Gamal Essam El-Din , Tuesday 19 Sep 2023

Egypt's so-called "Dialogue Bloc" submitted a request to the Political Parties Committee (PPC) on Tuesday to become an official political party.

Egypt s long-awaited National Dialogue includes participants from across the political spectrum. File Photo


Margaret Azer, a former MP and a member of the bloc's Board of Trustees, announced that the Dialogue Bloc has already collected 38 signatures of support and will begin visiting Egyptian governorates next week to collect more. 

"We will go to Qalyubia and Alexandria next week and then other governorates in the following weeks until we collect the required 5,000 signatures," said Azer.
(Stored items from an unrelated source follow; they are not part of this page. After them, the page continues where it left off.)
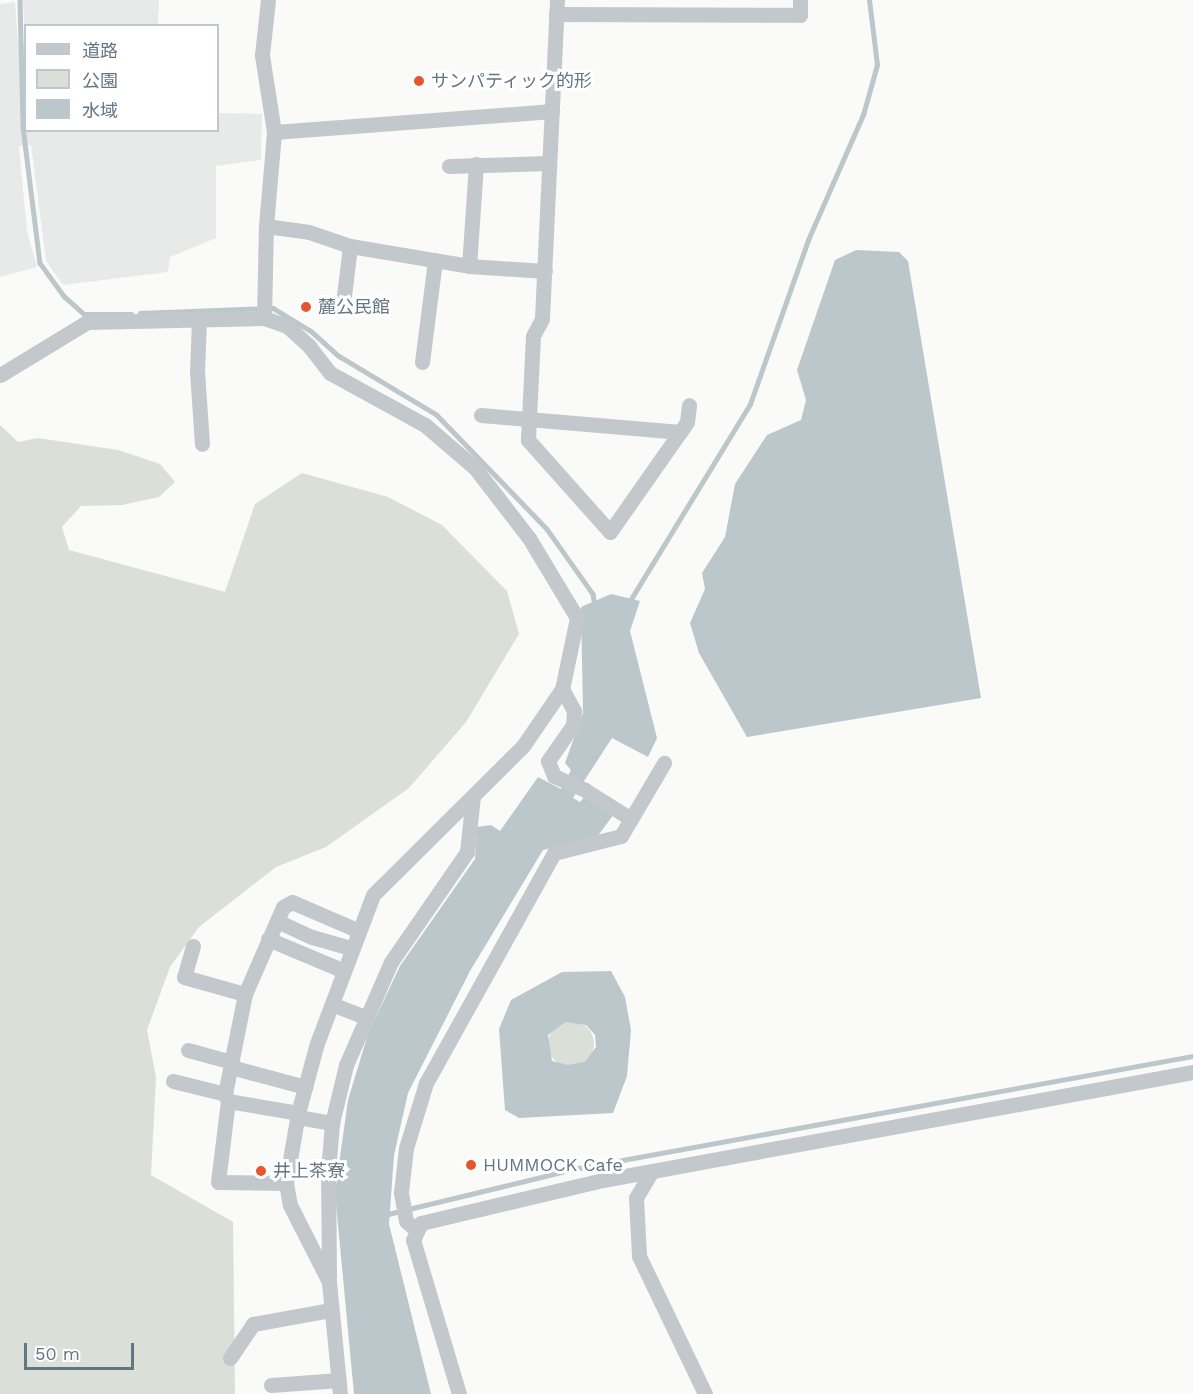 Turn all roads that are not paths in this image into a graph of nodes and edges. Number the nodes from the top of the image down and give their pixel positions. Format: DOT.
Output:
graph roads {
  1 [pos="268,0"];
  2 [pos="800,0"];
  3 [pos="557,7"];
  4 [pos="552,111"];
  5 [pos="274,132"];
  6 [pos="549,163"];
  7 [pos="476,164"];
  8 [pos="448,166"];
  9 [pos="266,226"];
  10 [pos="350,246"];
  11 [pos="435,260"];
  12 [pos="469,266"];
  13 [pos="545,271"];
  14 [pos="343,304"];
  15 [pos="264,318"];
  16 [pos="199,320"];
  17 [pos="422,362"];
  18 [pos="0,375"];
  19 [pos="689,405"];
  20 [pos="481,415"];
  21 [pos="529,417"];
  22 [pos="680,432"];
  23 [pos="202,444"];
  24 [pos="562,688"];
  25 [pos="664,764"];
  26 [pos="473,796"];
  27 [pos="631,819"];
  28 [pos="277,921"];
  29 [pos="357,930"];
  30 [pos="268,939"];
  31 [pos="193,946"];
  32 [pos="351,948"];
  33 [pos="344,971"];
  34 [pos="245,994"];
  35 [pos="334,1005"];
  36 [pos="366,1017"];
  37 [pos="188,1050"];
  38 [pos="231,1064"];
  39 [pos="1193,1072"];
  40 [pos="173,1081"];
  41 [pos="305,1088"];
  42 [pos="226,1097"];
  43 [pos="298,1115"];
  44 [pos="332,1123"];
  45 [pos="652,1171"];
  46 [pos="286,1184"];
  47 [pos="416,1230"];
  48 [pos="329,1282"];
  49 [pos="330,1310"];
  50 [pos="230,1358"];
  51 [pos="272,1385"];
  52 [pos="340,1387"];
  53 [pos="459,1394"];
  54 [pos="705,1394"];
  1 -- 5 [label="street"];
  2 -- 3 [label="street"];
  3 -- 4 [label="street"];
  4 -- 5 [label="street"];
  4 -- 6 [label="street"];
  5 -- 9 [label="street"];
  6 -- 7 [label="street"];
  6 -- 13 [label="street"];
  7 -- 8 [label="street"];
  7 -- 12 [label="street"];
  9 -- 10 [label="street"];
  9 -- 15 [label="street"];
  10 -- 11 [label="street"];
  10 -- 14 [label="street"];
  11 -- 12 [label="street"];
  11 -- 17 [label="street"];
  12 -- 13 [label="street"];
  13 -- 21 [label="street"];
  15 -- 16 [label="street"];
  15 -- 24 [label="street"];
  16 -- 18 [label="street"];
  16 -- 23 [label="street"];
  19 -- 22 [label="street"];
  20 -- 21 [label="street"];
  21 -- 22 [label="street"];
  21 -- 22 [label="street"];
  24 -- 26 [label="street"];
  24 -- 27 [label="street"];
  25 -- 27 [label="street"];
  26 -- 29 [label="street"];
  26 -- 36 [label="street"];
  27 -- 47 [label="street"];
  28 -- 29 [label="street"];
  28 -- 30 [label="street"];
  28 -- 32 [label="street"];
  29 -- 32 [label="street"];
  30 -- 33 [label="street"];
  30 -- 34 [label="street"];
  31 -- 34 [label="street"];
  32 -- 33 [label="street"];
  33 -- 35 [label="street"];
  34 -- 38 [label="street"];
  35 -- 36 [label="street"];
  35 -- 41 [label="street"];
  36 -- 44 [label="street"];
  37 -- 38 [label="street"];
  38 -- 41 [label="street"];
  38 -- 42 [label="street"];
  39 -- 45 [label="street"];
  40 -- 42 [label="street"];
  41 -- 43 [label="street"];
  42 -- 43 [label="street"];
  42 -- 46 [label="street"];
  43 -- 44 [label="street"];
  43 -- 46 [label="street"];
  44 -- 48 [label="street"];
  45 -- 47 [label="street"];
  45 -- 54 [label="street"];
  46 -- 48 [label="street"];
  47 -- 53 [label="street"];
  48 -- 49 [label="street"];
  49 -- 50 [label="street"];
  49 -- 52 [label="street"];
  51 -- 52 [label="street"];
}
Article 7 of Egypt's 2011 political parties law states that a prospective political party must gather 5,000 signatures from citizens in at least 10 governorates, with at least 300 from each governorate, in order to become an official political party.

The Dialogue Bloc was formed last May, soon after President Abdel-Fattah El-Sisi proposed the opening session of the National Dialogue.
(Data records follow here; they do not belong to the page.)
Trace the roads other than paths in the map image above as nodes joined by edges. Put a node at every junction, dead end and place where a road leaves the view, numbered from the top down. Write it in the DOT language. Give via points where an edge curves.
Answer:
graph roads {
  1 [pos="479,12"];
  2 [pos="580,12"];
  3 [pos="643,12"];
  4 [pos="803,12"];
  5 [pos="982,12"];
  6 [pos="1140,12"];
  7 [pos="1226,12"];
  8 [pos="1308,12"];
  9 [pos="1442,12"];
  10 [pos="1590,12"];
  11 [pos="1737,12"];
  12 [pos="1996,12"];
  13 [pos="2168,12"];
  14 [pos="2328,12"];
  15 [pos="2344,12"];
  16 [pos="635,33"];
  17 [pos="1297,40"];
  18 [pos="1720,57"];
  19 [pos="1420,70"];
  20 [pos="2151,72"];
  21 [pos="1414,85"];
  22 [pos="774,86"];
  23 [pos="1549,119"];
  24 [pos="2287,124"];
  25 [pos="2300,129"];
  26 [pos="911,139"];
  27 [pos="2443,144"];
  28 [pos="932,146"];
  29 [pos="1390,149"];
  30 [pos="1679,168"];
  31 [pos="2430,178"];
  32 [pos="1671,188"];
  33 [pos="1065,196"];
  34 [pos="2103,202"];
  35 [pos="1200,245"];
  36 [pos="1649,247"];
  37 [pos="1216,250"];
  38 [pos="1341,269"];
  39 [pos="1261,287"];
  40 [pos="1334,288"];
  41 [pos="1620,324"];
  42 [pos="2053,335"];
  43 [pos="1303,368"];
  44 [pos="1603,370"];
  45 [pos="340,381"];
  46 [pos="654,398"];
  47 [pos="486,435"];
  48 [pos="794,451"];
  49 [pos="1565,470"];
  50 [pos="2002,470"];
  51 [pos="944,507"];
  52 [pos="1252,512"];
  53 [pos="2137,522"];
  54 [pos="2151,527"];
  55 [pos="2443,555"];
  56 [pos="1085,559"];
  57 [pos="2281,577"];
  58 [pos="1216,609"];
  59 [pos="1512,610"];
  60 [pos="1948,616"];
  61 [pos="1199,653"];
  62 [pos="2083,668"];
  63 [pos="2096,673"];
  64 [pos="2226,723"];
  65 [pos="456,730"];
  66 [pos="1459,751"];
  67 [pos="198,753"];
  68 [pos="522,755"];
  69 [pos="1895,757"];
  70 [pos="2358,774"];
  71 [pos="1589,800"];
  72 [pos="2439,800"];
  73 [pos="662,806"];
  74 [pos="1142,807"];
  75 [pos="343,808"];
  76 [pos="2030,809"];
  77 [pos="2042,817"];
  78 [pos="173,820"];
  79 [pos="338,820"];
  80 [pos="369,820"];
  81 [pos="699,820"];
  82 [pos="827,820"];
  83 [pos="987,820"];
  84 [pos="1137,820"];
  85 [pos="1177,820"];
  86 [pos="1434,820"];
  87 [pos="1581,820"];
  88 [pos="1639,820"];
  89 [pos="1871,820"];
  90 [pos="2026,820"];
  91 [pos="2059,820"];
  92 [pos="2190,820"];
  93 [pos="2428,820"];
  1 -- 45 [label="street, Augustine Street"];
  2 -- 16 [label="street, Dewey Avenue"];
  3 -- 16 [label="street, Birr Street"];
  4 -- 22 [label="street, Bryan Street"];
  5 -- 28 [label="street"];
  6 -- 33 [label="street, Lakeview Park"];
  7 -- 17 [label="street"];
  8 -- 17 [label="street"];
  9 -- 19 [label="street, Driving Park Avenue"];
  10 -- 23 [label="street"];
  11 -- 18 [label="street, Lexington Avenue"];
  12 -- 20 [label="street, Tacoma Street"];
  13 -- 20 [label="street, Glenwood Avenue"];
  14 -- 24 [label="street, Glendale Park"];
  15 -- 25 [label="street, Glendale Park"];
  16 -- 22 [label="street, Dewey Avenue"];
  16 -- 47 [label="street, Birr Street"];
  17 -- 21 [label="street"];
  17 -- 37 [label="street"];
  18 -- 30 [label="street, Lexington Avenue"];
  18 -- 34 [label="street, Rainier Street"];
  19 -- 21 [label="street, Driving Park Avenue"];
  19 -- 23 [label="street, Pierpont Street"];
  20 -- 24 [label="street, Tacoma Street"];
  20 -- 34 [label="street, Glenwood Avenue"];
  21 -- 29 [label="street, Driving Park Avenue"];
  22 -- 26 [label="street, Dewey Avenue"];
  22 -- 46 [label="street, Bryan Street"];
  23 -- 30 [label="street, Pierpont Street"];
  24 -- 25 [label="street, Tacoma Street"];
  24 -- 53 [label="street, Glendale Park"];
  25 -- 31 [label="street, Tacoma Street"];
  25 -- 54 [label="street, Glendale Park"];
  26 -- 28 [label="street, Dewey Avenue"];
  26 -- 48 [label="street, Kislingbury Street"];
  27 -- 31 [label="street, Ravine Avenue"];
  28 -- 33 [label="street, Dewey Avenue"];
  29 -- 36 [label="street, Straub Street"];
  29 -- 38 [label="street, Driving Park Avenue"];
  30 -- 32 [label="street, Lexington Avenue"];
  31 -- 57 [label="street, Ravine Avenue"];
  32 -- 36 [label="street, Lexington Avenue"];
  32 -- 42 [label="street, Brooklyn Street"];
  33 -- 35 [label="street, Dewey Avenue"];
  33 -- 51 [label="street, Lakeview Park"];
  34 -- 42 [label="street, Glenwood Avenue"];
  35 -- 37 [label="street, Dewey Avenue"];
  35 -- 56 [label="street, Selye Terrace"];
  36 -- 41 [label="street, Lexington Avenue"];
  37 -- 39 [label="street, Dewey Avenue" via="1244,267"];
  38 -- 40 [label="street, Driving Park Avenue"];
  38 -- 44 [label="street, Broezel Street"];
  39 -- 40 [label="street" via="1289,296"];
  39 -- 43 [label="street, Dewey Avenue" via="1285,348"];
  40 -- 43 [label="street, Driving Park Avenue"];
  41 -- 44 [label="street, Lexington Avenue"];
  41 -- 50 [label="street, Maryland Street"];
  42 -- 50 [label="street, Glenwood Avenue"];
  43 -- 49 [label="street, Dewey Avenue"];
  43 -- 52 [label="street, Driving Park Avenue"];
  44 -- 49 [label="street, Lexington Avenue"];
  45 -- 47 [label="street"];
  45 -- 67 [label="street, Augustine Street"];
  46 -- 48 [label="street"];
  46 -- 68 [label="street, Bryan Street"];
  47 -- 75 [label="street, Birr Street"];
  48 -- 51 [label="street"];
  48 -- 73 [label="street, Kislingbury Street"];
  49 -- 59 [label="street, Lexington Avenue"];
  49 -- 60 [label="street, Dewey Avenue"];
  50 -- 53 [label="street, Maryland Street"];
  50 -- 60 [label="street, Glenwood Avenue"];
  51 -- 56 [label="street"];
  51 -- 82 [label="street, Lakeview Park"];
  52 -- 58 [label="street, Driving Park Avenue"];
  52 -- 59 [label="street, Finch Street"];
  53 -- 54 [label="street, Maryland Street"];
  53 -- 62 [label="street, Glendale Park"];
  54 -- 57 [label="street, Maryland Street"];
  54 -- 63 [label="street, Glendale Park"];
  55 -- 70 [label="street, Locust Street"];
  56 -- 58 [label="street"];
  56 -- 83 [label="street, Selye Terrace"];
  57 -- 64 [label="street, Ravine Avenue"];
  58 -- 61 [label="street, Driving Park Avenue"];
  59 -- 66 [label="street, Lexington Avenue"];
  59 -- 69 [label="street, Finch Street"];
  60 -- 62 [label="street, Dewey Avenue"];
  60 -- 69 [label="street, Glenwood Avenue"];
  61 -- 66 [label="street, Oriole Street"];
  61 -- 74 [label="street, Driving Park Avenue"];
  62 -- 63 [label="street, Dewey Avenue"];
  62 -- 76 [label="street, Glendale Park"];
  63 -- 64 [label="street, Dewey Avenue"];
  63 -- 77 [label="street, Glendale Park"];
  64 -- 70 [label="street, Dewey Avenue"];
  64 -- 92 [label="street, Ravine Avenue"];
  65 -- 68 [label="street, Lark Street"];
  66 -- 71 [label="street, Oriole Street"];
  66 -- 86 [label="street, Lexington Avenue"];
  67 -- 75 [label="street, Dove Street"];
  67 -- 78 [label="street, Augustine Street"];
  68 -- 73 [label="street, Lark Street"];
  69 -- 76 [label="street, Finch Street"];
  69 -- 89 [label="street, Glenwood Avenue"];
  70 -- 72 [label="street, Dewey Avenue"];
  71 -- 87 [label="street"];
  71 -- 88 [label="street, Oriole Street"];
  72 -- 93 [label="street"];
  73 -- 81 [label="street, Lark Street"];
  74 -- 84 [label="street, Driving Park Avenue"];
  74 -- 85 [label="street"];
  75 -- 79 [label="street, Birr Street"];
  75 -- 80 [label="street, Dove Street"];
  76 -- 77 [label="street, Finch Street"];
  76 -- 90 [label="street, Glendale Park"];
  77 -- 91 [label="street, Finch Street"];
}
Bassel Adel, a political activist and former MP, said the bloc can be a voice for all who believe in liberal democracy.

"We – the Dialogue Bloc – are a group which includes academics, political science professors, researchers and technocrats; we all believe in liberal politics, free competition, free speech, the rule of law and constitutional principles," said Adel, who is expected to be the party's first chairman.

According to its Tuesday statement, "the Dialogue Bloc believes in the legitimacy of the 25 January and 30 June revolutions, and we seek to be an officially recognized political party that can contribute positive and effective solutions to Egypt's problems."
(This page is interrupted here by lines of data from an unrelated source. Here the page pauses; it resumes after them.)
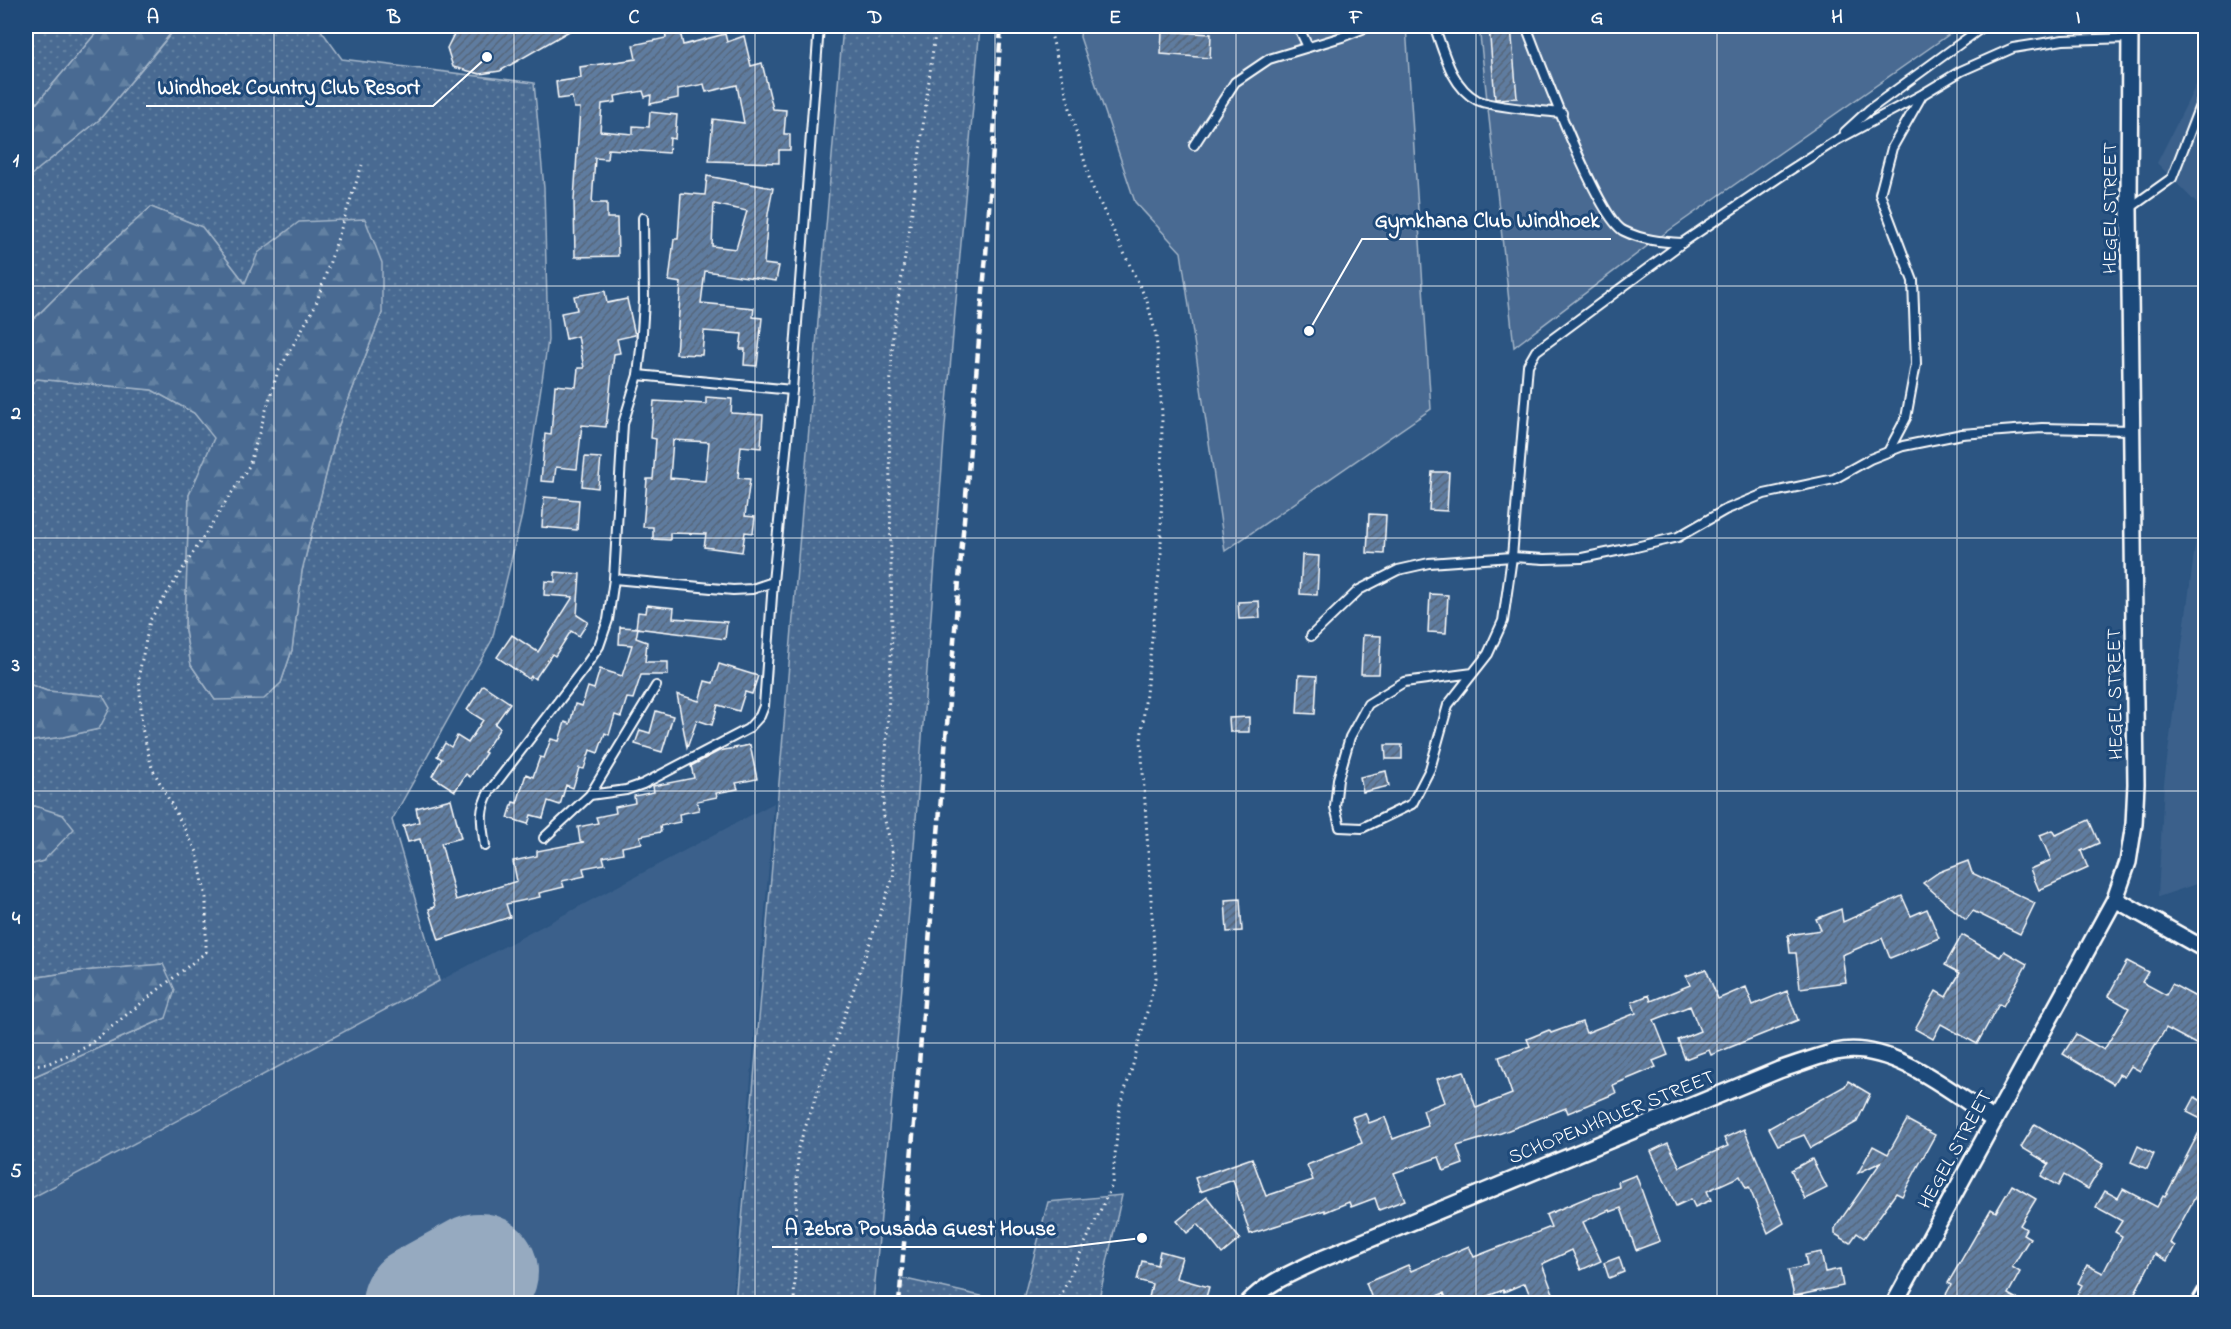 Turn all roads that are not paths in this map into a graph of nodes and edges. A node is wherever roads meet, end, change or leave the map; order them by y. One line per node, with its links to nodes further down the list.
1 (819, 26): 18 (lane)
2 (1298, 26): 8 (lane)
3 (1370, 26): 8 (lane)
4 (1434, 26): 11 (lane)
5 (1526, 26): 11 (lane)
6 (1984, 26): 12 (lane)
7 (2131, 32): 10 (lane); 14 (street, HEGEL STREET)
8 (1308, 47): 13 (lane)
9 (2205, 90): 14 (lane)
10 (1923, 94): 12 (lane); 20 (lane)
11 (1562, 113): 16 (lane)
12 (1837, 140): 16 (lane)
13 (1194, 145)
14 (2129, 209): 19 (street, HEGEL STREET)
15 (643, 218): 17 (lane)
16 (1682, 243): 21 (lane)
17 (638, 375): 18 (lane); 22 (lane)
18 (792, 390): 23 (lane)
19 (2132, 430): 20 (lane); 30 (street, HEGEL STREET)
20 (1888, 452): 21 (lane)
21 (1512, 557): 24 (lane); 25 (lane)
22 (614, 579): 23 (lane); 29 (lane)
23 (772, 582): 27 (lane)
24 (1311, 636)
25 (1473, 673): 25 (lane)
26 (657, 686): 27 (lane)
27 (590, 795): 28 (lane)
28 (544, 838)
29 (485, 846)
30 (2115, 898): 31 (street); 32 (street, HEGEL STREET)
31 (2205, 950)
32 (1994, 1120): 34 (street, SCHOPENHAUER STREET); 35 (street, HEGEL STREET)
33 (2205, 1292): 36 (street)
34 (1248, 1304)
35 (1894, 1304)
36 (2199, 1304)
The Dialogue Bloc's Board of Trustees includes 20 founding members led by Bassel Adel.

Among the members are Hani El-Nazer, former chairman of the National Research Center; Margaret Azer, a former MP; Suzan Harfy, a political writer, Sherine El-Shawarby, a former dean of Cairo University's Faculty of Economy and Political Science; Ghada Moussa, a Cairo University professor of political science; Mohamed El-Qarmany, an AUC professor of public policy; Dina Farouk, a TV hostess; Osama Mortada, a lawyer, and Ahmed El-Ghannam, a former deputy labour minister.